Она была права. Карлу никогда еще не было так грустно. Он думал, что вот сейчас он предает своего друга. Какие угрызения совести он испытает, едва лишь оторвется от этой женщины, и какие оба они будут грязные! Однако улыбка Леонильды была такой призывной. Карл вновь подумал: «Предать друга ради женщины? Он вправе тогда будет сказать мне: „Ты разве не знаешь, что мир переполнен женщинами? Так вот ведь — ты нашел мою жену, мою единственную. И это ты! А в мире полно женщин“». Вот она неожиданность, которую он сегодня предчувствовал…
Сердце у Эухенио стучало, будто он пробежал двести метров. И он был более не в силах сопротивляться. Леонильда побеждала его, не двигаясь с места, по-прежнему склонив к левому плечу голову и открывая в беззастенчивой улыбке ровную линию белых зубов и розоватых десен.
Ужасная слабость овладела всем его существом. Она навалилась ему на плечи, а руки и ноги налились свинцом и все вокруг закачалось: он словно бы оказался высоко над землею, на гребне тучи, люди и города остались далеко внизу.
В то же время он безумно хотел окунуться в незнакомый мир ощущений, который предлагала ему замужняя женщина, но, вопреки своему желанию, он не мог преодолеть какую-то инерцию и сдвинуться с места, и земля уходила у него из-под ног.
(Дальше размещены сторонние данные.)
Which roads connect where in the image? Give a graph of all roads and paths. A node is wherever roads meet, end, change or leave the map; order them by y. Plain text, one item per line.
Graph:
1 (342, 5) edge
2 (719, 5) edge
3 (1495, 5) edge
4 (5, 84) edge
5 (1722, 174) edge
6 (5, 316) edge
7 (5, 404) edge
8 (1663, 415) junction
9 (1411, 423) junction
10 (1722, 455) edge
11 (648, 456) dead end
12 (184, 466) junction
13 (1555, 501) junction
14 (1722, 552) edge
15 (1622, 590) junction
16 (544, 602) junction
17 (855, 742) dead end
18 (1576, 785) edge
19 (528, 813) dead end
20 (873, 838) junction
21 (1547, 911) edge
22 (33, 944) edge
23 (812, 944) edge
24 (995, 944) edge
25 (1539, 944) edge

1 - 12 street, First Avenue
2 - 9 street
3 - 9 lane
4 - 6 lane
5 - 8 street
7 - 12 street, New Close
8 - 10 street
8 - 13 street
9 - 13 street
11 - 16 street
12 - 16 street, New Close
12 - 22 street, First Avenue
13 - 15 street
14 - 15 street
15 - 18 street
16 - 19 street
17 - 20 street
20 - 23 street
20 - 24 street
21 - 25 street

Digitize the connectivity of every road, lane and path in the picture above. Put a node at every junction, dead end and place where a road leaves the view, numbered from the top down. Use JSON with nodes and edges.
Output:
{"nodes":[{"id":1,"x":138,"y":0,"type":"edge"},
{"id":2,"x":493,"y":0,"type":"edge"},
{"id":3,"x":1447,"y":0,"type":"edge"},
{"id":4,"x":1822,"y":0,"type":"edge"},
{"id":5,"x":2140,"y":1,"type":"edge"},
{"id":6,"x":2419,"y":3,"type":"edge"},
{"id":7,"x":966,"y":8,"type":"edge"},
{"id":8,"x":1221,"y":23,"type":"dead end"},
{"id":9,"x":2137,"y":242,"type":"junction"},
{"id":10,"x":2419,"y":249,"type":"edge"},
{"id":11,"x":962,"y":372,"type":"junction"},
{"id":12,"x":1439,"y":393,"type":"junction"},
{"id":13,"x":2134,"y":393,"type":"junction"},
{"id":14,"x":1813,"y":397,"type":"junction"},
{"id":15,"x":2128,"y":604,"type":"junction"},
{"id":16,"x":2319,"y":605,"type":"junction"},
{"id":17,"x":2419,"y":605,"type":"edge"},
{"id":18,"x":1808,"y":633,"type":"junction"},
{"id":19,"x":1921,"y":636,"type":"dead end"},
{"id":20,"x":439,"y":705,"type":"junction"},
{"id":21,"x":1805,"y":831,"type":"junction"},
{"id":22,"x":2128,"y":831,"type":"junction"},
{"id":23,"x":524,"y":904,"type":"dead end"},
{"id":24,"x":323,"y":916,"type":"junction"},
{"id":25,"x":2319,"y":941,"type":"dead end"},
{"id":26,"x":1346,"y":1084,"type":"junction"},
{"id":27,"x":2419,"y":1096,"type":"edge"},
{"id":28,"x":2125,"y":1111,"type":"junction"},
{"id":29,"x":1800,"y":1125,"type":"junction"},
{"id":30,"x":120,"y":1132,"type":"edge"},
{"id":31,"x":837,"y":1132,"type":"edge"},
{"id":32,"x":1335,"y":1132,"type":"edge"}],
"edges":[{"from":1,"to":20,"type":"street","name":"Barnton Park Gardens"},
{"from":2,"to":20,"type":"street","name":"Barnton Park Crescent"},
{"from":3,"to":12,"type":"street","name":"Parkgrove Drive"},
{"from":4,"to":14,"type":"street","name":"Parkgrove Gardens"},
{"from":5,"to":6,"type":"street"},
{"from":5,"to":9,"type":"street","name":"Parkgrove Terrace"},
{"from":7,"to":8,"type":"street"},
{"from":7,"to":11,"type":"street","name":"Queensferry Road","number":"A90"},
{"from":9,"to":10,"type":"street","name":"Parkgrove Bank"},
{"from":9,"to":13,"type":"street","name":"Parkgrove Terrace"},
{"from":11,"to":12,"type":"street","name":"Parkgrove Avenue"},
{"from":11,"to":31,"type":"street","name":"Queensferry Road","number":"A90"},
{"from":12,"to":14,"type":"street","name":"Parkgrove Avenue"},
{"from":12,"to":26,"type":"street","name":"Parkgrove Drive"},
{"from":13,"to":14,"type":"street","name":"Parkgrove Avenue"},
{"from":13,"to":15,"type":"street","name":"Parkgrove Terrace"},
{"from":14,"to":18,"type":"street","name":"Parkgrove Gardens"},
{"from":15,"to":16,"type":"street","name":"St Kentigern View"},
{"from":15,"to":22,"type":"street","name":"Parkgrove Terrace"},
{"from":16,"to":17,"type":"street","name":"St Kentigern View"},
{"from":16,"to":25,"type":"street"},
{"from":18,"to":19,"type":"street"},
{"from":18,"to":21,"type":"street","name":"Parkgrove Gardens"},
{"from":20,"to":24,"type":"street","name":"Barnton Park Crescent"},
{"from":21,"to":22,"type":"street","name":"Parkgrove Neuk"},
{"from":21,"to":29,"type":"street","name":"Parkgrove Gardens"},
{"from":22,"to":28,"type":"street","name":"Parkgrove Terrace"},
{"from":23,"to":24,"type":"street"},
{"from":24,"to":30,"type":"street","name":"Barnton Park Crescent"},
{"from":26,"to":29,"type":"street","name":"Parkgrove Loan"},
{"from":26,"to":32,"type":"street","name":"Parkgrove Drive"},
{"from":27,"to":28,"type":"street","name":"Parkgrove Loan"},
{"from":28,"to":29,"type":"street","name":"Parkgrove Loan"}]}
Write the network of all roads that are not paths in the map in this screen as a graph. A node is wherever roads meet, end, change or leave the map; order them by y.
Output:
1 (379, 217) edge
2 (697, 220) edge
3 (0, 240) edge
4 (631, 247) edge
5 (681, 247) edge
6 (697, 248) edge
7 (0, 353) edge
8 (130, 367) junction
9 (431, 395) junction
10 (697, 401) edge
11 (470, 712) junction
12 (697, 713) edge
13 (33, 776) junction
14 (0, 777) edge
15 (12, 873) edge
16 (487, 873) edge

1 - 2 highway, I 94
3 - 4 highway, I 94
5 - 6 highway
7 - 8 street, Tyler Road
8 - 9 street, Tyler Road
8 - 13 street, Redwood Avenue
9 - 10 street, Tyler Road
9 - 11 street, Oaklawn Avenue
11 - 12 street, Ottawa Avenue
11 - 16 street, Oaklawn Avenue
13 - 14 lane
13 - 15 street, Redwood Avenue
И тут она, очень тихо, снова предложила:
— Выпьете чаю и уйдете…
Он решительно ответил:
— Пошли. Составлю вам компанию, выпьем вместе чаю, — а сам подумал: «Когда мы останемся одни, я возьму ее за руку, потом поцелую, а там уж дотронусь до груди — это и все, и ничего. Возможно, она скажет: „Нет, оставьте меня“. Но я отнесу ее на постель, на широкую супружескую постель, на которой она уже столько лет спит с Хуаном».
Она спокойно и доверчиво шла с ним рядом. Карл чувствовал себя нелепо, словно деревянный человечек, качающийся на неустойчивых ножках. Чтобы хоть что-то сказать, Леонильда спросила:
— Вы все еще живете врозь с женой?
— Да.
— И не тоскуете по ней?
— Нет.
— Ох, какие же вы, мужчины… какие…
Целых две секунды Эухенио хотелось громко расхохотаться, и про себя он повторял: «Какие мы, мужчины, какие… А вы-то, вы хороши — приглашаете меня на чашку чаю в отсутствие мужа!», но, подумав снова о том, как он останется с глазу на глаз с Леонильдой в квартире, он уже не мог избавиться от Хуана. Ему представился Хуан, мчащийся после работы в подпольный дом терпимости и выбирающий там себе проституток с самым роскошным задом, и тогда он с интересом взглянул на Леонильду, спрашивая себя, подойдет ли он этой женщине, и тут вдруг уже оказался перед какой-то деревянной дверью; Леонильда вытащила ключ и, чуть улыбаясь, открыла ее. Они поднялись по лестнице и теперь едва осмеливались взглянуть друг другу в глаза.